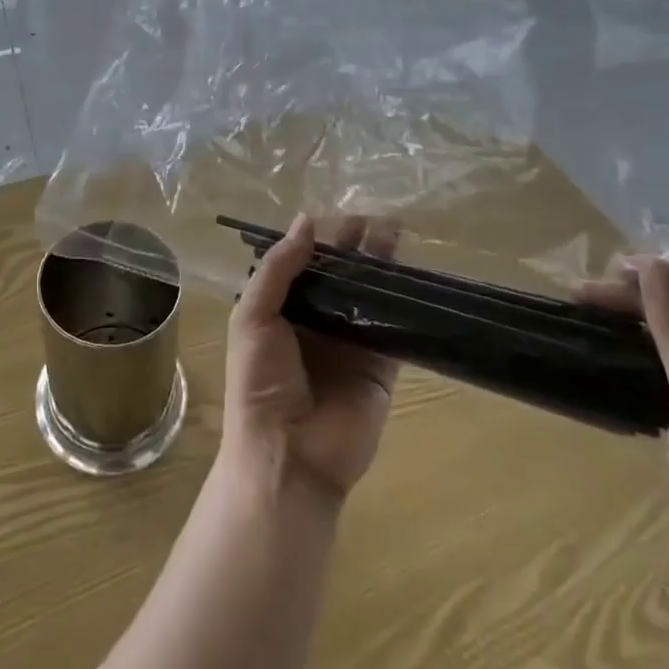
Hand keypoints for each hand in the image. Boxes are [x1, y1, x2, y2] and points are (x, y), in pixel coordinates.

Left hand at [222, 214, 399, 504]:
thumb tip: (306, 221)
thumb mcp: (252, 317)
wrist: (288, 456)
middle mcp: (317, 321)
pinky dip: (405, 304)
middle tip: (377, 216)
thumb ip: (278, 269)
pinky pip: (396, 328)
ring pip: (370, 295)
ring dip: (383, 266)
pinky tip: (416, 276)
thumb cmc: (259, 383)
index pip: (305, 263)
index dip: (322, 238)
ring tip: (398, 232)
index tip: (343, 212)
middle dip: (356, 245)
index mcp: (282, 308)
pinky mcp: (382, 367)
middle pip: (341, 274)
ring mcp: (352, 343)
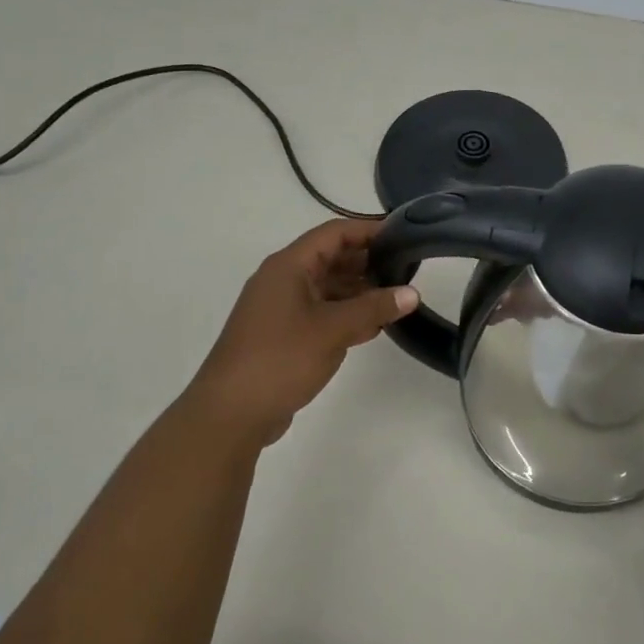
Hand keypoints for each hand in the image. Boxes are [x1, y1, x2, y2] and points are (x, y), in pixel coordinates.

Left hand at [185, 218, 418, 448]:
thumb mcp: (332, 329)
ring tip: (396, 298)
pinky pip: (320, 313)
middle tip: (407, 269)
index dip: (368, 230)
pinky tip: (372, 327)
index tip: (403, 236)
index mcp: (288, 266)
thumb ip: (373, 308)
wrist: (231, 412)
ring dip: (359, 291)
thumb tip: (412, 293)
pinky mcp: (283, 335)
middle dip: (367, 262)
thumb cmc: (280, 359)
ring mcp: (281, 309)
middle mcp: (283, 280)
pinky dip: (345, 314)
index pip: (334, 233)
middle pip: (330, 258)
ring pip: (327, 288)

## PROBLEM DETAILS
When you reach a picture in the records above, pass over it and transcribe the rest exactly.

## OUTPUT FOR THIS TASK
Hand keypoints for each hand in the image. Boxes are [x1, y1, x2, y2] and points are (x, y), in pixel coordinates.

Left hand at [222, 214, 399, 504]:
thumb tip: (306, 221)
thumb mcp: (252, 317)
wrist: (288, 456)
middle mcp: (317, 321)
pinky dip: (405, 304)
middle tip: (377, 216)
thumb ip: (278, 269)
pinky pip: (396, 328)
ring pip: (370, 295)
ring dip: (383, 266)
pinky tip: (416, 276)
thumb cmc: (259, 383)
index pip: (305, 263)
index dip: (322, 238)
ring tip: (398, 232)
index tip: (343, 212)
middle dip: (356, 245)
index mcp: (282, 308)
pinky mcp: (382, 367)
middle pip: (341, 274)
ring mcp: (352, 343)
Hand keypoints for each hand in the image. Boxes are [x1, y1, x2, y2] and points are (x, y), in pixel coordinates.

Left hand at [185, 218, 418, 448]:
thumb mcp: (332, 329)
ring tip: (396, 298)
pinky pip: (320, 313)
middle tip: (407, 269)
index dip: (368, 230)
pinky tip: (372, 327)
index tip: (403, 236)
index mcp: (288, 266)
thumb ip: (373, 308)
wrist: (231, 412)
ring dip: (359, 291)
thumb tip: (412, 293)
pinky mcp: (283, 335)
middle dip: (367, 262)
thumb cmc: (280, 359)
ring mcp: (281, 309)
middle mcp: (283, 280)
pinky dip: (345, 314)
index pip: (334, 233)
middle pip: (330, 258)
ring pip: (327, 288)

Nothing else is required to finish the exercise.